Counting Down to Apollo

One American's account of watching humanity reach the Moon

The Cost of Apollo

The Apollo program has cost roughly $25 billion so far. I’ve been reading about the political sustainability of this, and I’m not sure the program is as secure as I’d like.

The Apollo program has cost roughly $25 billion so far (in 1960s dollars), and I’ve been reading about the political sustainability of continuing it.

The national mood has shifted since the Apollo 11 euphoria. The landing was the peak; we went to the Moon, we did what we said we’d do, the Cold War space race has been decisively won. Now the question is: what are we doing all of this for, going forward?

The justifications for the original program were partly Cold War competition, partly national prestige, partly scientific. The Cold War justification is satisfied — we won. The prestige justification is somewhat satisfied — though there’s a school of thought that says we need to keep going to maintain the lead. The scientific justification is real and ongoing — each Apollo mission brings back samples and data that genuinely advances our understanding of the Moon and early solar system. But “scientific research” is harder to sell to Congress than “beating the Soviets.”

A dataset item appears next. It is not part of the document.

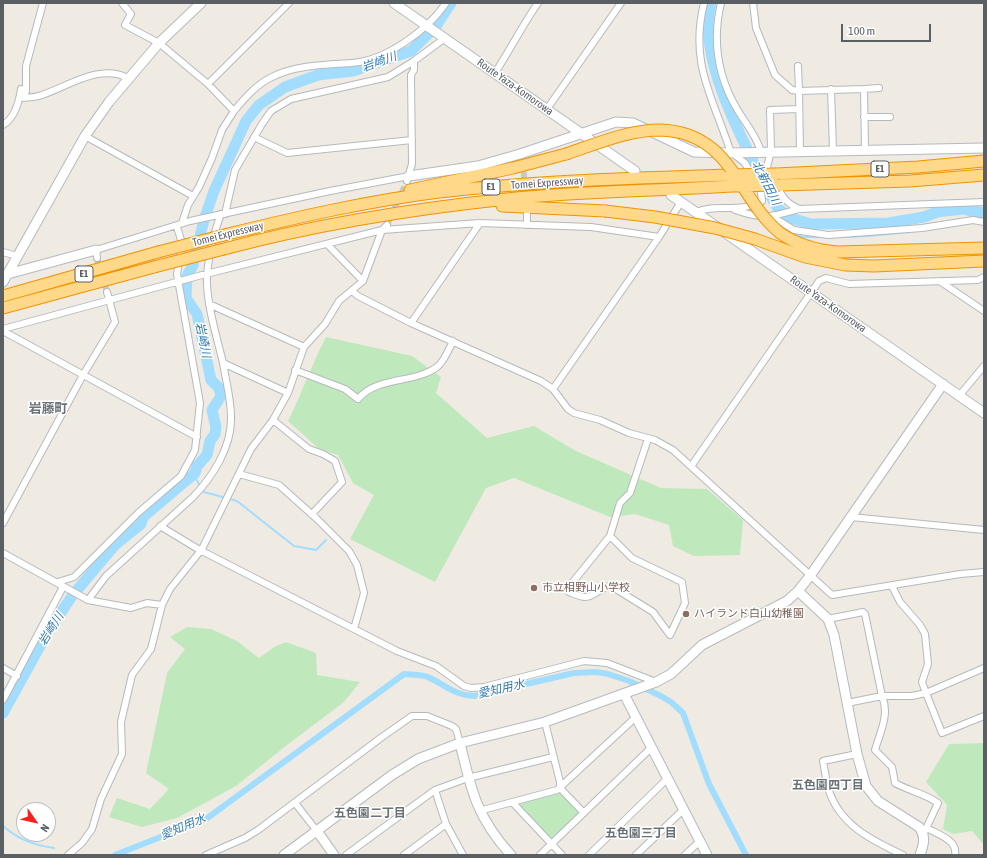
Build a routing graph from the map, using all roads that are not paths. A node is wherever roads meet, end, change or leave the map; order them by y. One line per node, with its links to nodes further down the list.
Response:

Nixon’s administration has been lukewarm on space since the beginning. Nixon was never the space enthusiast that Kennedy was, and the Kennedy program is not something Nixon has any particular desire to celebrate or extend. The NASA budget has already been declining as a fraction of the federal budget. The future is unclear.

I’ve been reading about the plans for post-Apollo: a space station in Earth orbit, a shuttle to service it, eventually a Mars mission by the 1980s. These were the plans as of a year ago; I’m not sure they’re as firm now. The shuttle is probably going to happen. The space station maybe. Mars — I wouldn’t bet on it in the 1980s.

There’s also a domestic argument. Billions for the Moon while cities have poverty and schools need funding and the war is still consuming money and lives. The comparison is not always fair — the space program has driven technology development, created jobs, and advanced science in ways that have downstream benefits — but the comparison resonates politically. It’s hard to look someone in the eye and tell them the Moon matters more than their neighborhood.

I believe the space program matters enormously. I also believe those are hard things to hold together. I don’t have a clean answer.

What I know is: the program needs political protection that it doesn’t currently seem to have. I hope Apollo 14, 15, 16, 17, and whatever comes after can find it.